# My Betta Stiktos



## Betta man (Mar 25, 2011)

Here's my betta stiktos that I got!!! From my research, these fish are freshwater-brackish fish.


----------



## BęttãBåbë1 (Feb 11, 2013)

Beautiful male. Love the orange in his eyes


Sent from Petguide.com Free App


----------



## Betta man (Mar 25, 2011)

Thanks! He's already nesting. The female colored up some today and flared at some of my other girls. She's doing well. Should get fry from her pretty soon. One thing I have noticed about this species is that the mouths are not facing up nearly as much as Imbellis, Mahachaiensis, Siamorientalis, Smaragdina, Guitar Smaragdina, or Splendens even though they are all in the same complex and interbreedable. The mouths are far more in the front than the others with upturned mouths.
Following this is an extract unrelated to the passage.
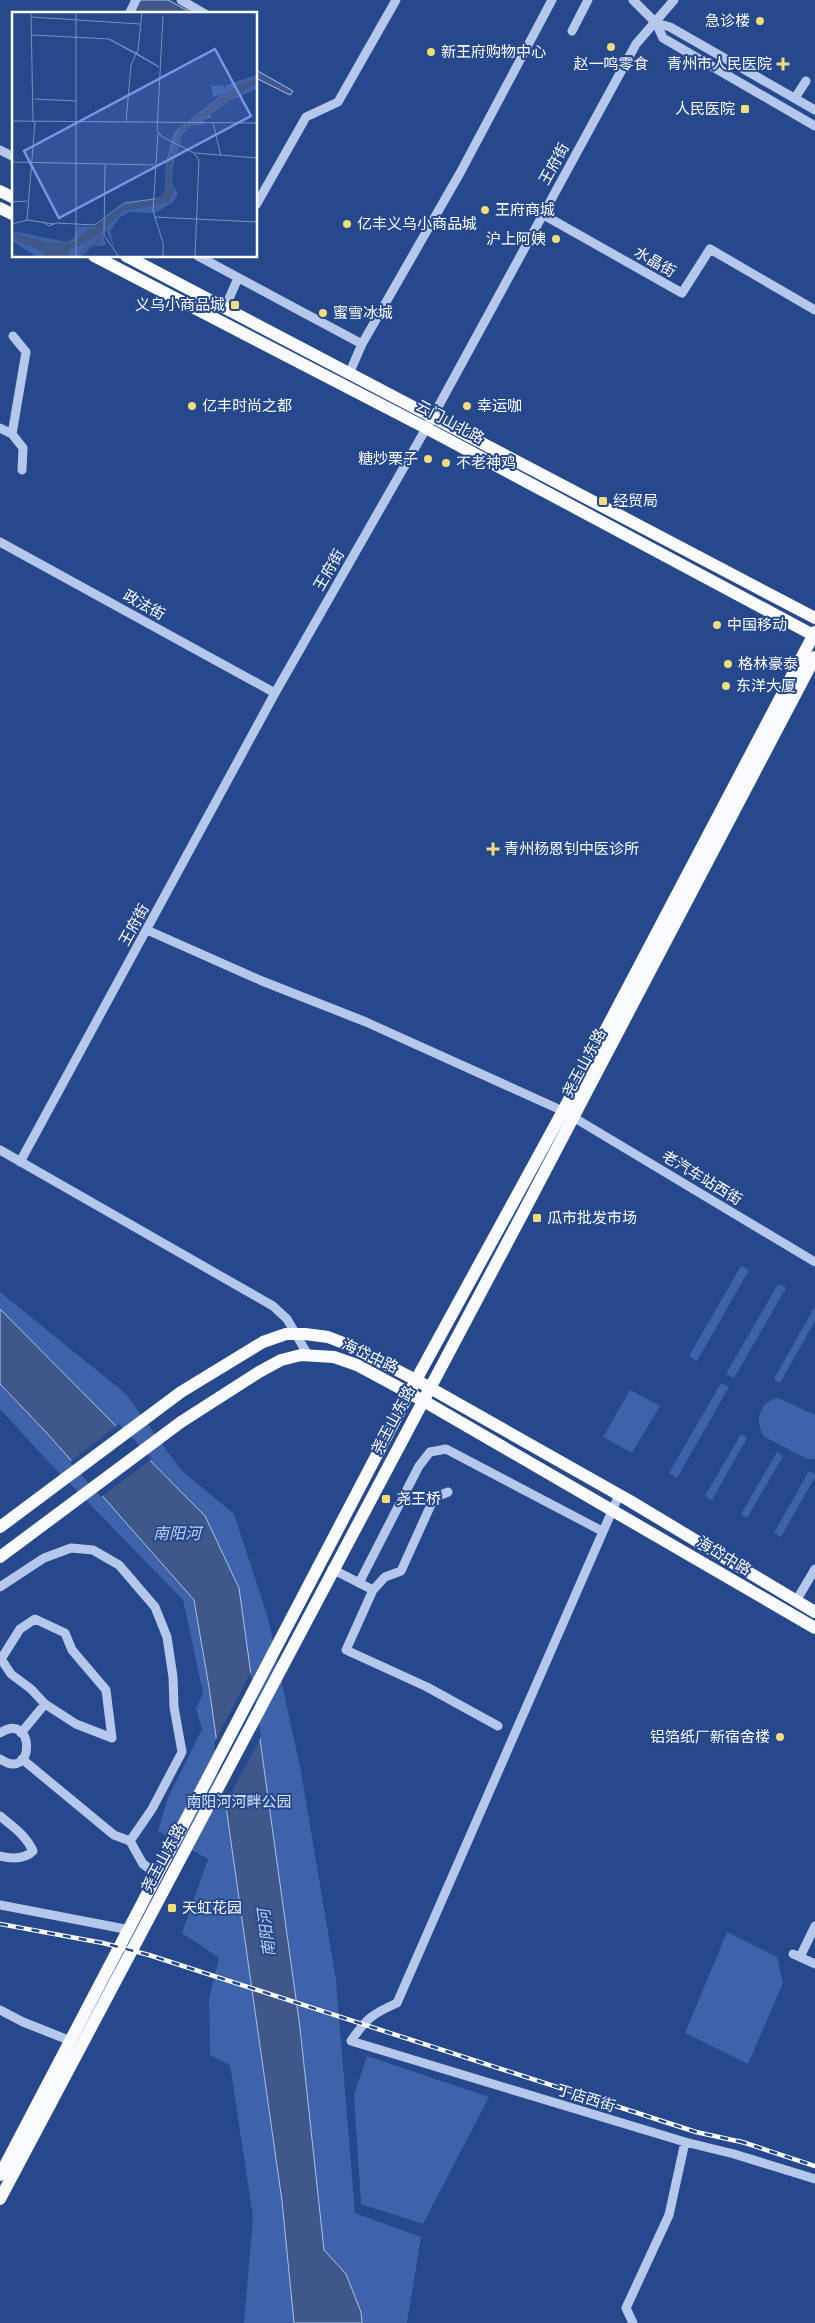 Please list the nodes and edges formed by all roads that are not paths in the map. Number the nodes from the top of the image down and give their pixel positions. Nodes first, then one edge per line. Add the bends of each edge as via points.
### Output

I am wondering if this species is a surface feeder like the other splendens complex members..... I have also noticed that this species is extremely picky and will only eat my FD bloodworms.


----------



## lohachata (Jan 27, 2006)

they look a little more closely related to the mouthbrooders...
your fish should eat whatever you feed them...if they don't do it now they will die of malnutrition..


----------



## Betta man (Mar 25, 2011)

They eat some stuff. Just not all stuff. I think they were wild caught. Anyways, I'll get em on flakes eventually.


----------



## C. King (Dec 14, 2012)

lovely fish! I like the way the scales are arranged on the male. His color is amazing.


----------



## Betta man (Mar 25, 2011)

Thanks. The female is starting to fatten up. I'm planning on introducing them again tomorrow and releasing the female on Friday if she's fat enough. Don't need more than 140 fry lol.


----------